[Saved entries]

▬▬▬

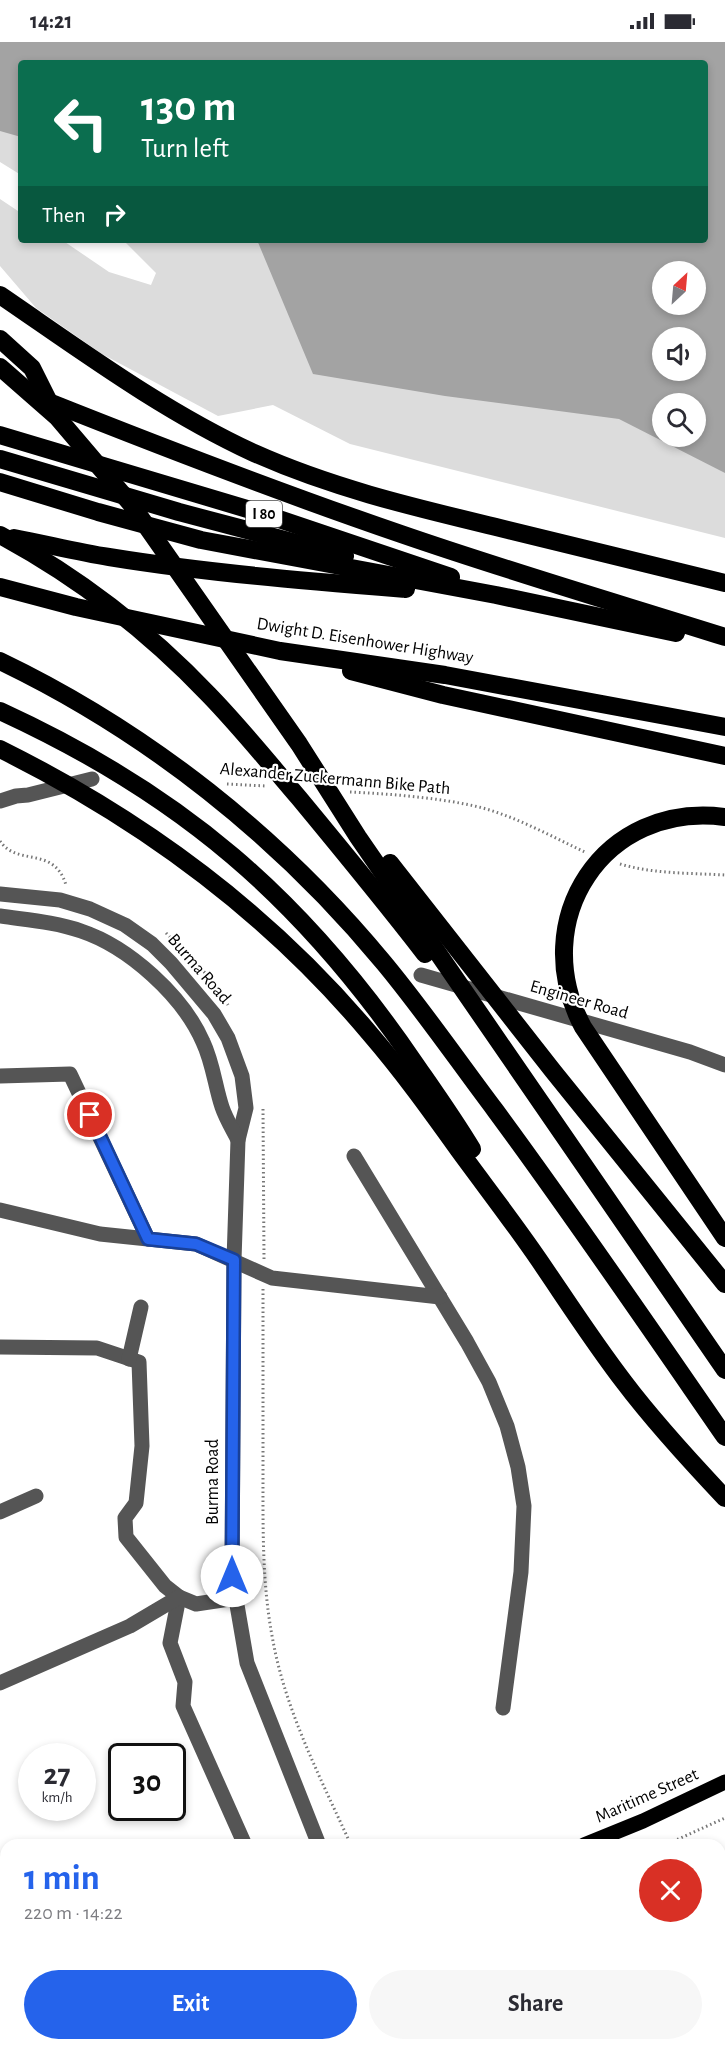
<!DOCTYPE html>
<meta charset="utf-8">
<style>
body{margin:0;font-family:"Alegreya Sans",sans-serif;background:#f7f7f7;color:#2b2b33;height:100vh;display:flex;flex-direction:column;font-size:22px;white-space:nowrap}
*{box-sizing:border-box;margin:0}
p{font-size:20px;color:#7c7c81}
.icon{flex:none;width:33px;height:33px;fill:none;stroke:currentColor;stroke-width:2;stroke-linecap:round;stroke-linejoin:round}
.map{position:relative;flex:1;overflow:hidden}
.sheet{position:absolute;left:0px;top:1797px;width:726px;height:212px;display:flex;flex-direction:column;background:#fff;border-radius:18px 18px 0 0;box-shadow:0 3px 9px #0003}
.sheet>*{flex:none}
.banner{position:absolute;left:18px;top:18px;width:690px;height:183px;border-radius:6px;box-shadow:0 3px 9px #0003;background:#0b6e4f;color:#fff;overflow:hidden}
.needle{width:39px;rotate:26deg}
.tools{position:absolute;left:652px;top:219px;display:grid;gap:12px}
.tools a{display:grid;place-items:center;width:54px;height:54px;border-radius:50%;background:#fff;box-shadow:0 3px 9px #0003;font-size:30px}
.speed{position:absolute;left:18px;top:1701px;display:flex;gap:12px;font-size:30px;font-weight:700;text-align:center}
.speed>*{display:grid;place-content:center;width:78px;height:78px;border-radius:50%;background:#fff;box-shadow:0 3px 9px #0003;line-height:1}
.speed small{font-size:15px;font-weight:400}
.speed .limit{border:3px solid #111;border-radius:9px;background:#fff;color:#111}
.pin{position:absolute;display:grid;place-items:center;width:51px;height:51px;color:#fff;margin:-26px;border:3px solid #fff;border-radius:50%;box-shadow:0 2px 6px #0007}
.me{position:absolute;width:66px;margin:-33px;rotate:0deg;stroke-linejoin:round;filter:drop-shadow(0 0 4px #0008)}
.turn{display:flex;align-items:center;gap:21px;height:126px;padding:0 24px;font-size:27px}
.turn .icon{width:78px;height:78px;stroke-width:2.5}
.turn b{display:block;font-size:42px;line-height:51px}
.then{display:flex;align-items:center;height:57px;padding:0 24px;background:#0003;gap:12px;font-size:22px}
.round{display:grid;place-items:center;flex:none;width:63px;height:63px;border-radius:32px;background:#f7f7f7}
.summary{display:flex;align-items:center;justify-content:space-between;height:102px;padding:0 24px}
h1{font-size:36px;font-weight:700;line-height:45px;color:#2563eb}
.action{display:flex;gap:12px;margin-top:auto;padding:12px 24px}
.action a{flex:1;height:69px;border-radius:36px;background:#2563eb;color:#fff;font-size:24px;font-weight:700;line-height:69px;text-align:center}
.action a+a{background:#f7f7f7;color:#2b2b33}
.status{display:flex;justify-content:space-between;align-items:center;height:42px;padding:0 30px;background:#fff;direction:ltr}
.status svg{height:16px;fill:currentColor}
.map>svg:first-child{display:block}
.green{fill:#dcdcdc;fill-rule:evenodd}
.water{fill:#a3a3a3;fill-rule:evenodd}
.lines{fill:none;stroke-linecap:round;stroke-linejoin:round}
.path{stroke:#777;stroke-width:3;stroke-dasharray:1.5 3;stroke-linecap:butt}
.minor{stroke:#555;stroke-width:15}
.major{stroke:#000;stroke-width:15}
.highway{stroke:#000;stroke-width:18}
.route-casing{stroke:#184099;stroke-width:15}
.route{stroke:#2563eb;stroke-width:10}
.labels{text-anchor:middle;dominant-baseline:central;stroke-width:4.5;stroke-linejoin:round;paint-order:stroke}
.shield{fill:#fff;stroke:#4c4c4c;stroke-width:1.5}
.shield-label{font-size:16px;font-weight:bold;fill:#000}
.street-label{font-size:18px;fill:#000;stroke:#fff}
</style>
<div class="status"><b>14:21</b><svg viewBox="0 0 49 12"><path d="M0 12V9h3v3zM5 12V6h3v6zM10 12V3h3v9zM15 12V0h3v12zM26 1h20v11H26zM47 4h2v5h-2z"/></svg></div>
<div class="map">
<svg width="725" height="2008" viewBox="0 0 725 2008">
<rect width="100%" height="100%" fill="#fff"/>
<!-- green -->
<path class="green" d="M0 0H725V496L350 402 273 363 218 374 102 312 36 266 0 224V157L21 171V198H62L109 230 151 243 156 231 123 198H705V21H21V133L0 120ZM663 230H696V262H663ZM663 296H696V328H663ZM663 362H696V394H663Z"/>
<!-- water -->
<path class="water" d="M0 0H725V431L619 377 445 354 313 332 257 198H705V21H21V95L0 89ZM663 230H696V262H663ZM663 296H696V328H663ZM663 362H696V394H663Z"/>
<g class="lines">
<!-- path -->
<g class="path">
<path d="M227 742 266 744"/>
<path d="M350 750C390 752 431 755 470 763 510 771 548 793 585 810"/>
<path d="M0 799C17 825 54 803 66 843"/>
<path d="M620 822C654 832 690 831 725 833"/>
<path d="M166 891 214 940 228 963"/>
<path d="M263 1067 264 1217"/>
<path d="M263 1247C263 1308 263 1369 263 1430 263 1487 262 1543 273 1599 286 1670 321 1737 351 1803"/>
<path d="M665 1803 725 1776"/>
<path d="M205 2008 217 2002"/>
</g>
<!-- minor -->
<g class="minor">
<path d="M0 759 16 754 28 753 92 737"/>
<path d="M0 852 60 858 90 867 125 883 152 902 171 921 214 972 228 996 242 1034 246 1066 238 1098 234 1218 232 1534 247 1621 319 1803"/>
<path d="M0 874C27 878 55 880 81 889 129 905 183 954 203 1000 213 1021 215 1044 222 1065 226 1077 233 1088 238 1098"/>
<path d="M421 933 690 1010 725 1023"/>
<path d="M0 1034 70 1032 148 1197"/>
<path d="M354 1114 467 1300 489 1340 507 1384 518 1425 524 1464 521 1530 503 1666"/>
<path d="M0 1168 100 1192 196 1202 272 1236 440 1255"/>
<path d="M0 1305 97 1306 139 1320 142 1404 136 1461 125 1476 126 1495 165 1544 179 1555 170 1601 185 1640 183 1664 245 1803"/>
<path d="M129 1317 141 1265"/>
<path d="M0 1470 36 1454"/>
<path d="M0 1641 130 1584 179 1555 196 1562 236 1556"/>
<path d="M720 1824 725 1822"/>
<path d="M0 1987 6 1985"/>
<path d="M409 2002 411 2008"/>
<path d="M535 2002 537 2008"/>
</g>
<!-- major -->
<g class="major">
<path d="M584 1803 643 1779 725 1740"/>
<path d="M110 2008 122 2002"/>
</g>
<!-- highway -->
<g class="highway">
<path d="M0 253C82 309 163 369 254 411 332 446 413 465 496 485 572 504 649 522 725 541"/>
<path d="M0 297 32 326 52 366"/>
<path d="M0 325 57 375 131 462 299 702 358 795 725 1328"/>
<path d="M44 358C162 405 281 451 401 492 508 529 617 561 725 595"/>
<path d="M0 393 264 472 451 535"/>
<path d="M0 417 179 470 345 514"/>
<path d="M0 440 98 470 201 498 496 553 676 591"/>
<path d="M0 493C78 535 148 589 209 653 241 686 269 721 299 756 342 808 384 859 425 912"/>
<path d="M14 496C46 502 77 510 109 515 207 531 307 539 406 547"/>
<path d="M0 545 76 565 280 609 445 633 725 685"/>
<path d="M0 619C148 690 280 795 384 921 423 968 458 1019 495 1068 574 1175 649 1285 725 1395"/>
<path d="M351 629 443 653 725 714"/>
<path d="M0 669C181 752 302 856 414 1020 434 1049 454 1077 472 1107"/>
<path d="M0 707C141 777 270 872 371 993 402 1029 430 1068 458 1107 485 1144 513 1180 539 1218 567 1259 594 1301 624 1340 655 1381 690 1419 725 1456"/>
<path d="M725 775C604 759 526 878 583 985L725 1196"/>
<path d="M390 821 553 1029 725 1242"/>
</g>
</g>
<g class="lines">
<!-- route casing -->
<g class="route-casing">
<path id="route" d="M90 1073 148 1197 196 1202 234 1218 232 1534"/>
</g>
<!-- route -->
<use href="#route" class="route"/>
</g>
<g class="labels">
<!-- shield labels -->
<rect class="shield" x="246" y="459" width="36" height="26" rx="4.5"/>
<g class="shield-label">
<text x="264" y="472">I 80</text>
</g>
<!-- street labels -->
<g class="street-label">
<text transform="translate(365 599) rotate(9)">Dwight D. Eisenhower Highway</text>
<text transform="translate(335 737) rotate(5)">Alexander Zuckermann Bike Path</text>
<text transform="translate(199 927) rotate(49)">Burma Road</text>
<text transform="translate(579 958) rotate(16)">Engineer Road</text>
<text transform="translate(213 1440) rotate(-90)">Burma Road</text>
<text transform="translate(647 1754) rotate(-24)">Maritime Street</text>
</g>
</g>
</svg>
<div class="tools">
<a><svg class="needle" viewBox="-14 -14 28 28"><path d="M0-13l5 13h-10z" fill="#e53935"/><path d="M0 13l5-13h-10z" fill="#7c7c81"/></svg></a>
<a><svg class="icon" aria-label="sound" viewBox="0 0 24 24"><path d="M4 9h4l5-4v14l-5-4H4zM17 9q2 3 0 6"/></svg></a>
<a><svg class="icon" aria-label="search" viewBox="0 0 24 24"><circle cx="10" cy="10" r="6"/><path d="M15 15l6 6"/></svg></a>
</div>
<div class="speed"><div>27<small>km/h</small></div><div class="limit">30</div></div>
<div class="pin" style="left:90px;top:1073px;background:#d93025"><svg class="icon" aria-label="arrive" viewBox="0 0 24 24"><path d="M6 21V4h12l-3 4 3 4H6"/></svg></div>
<svg class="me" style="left:232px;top:1534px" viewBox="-20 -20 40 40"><circle r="19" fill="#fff"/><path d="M0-13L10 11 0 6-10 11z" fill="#2563eb"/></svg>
<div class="banner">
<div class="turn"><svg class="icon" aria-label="left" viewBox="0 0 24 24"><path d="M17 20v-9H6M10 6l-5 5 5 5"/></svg><div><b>130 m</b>Turn left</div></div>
<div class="then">Then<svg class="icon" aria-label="right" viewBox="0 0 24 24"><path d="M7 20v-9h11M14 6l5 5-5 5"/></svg></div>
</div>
<section class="sheet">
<div class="summary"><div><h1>1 min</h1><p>220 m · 14:22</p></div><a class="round" style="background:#d93025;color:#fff"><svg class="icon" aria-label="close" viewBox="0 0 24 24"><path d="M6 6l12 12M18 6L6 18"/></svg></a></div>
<div class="action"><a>Exit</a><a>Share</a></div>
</section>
</div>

▬▬▬

▶ ASSIGNED TASK
In the entries above, how many lines contain the word "hidden"? Provide the number alone.

▶ RESULT OF THE EXERCISE
2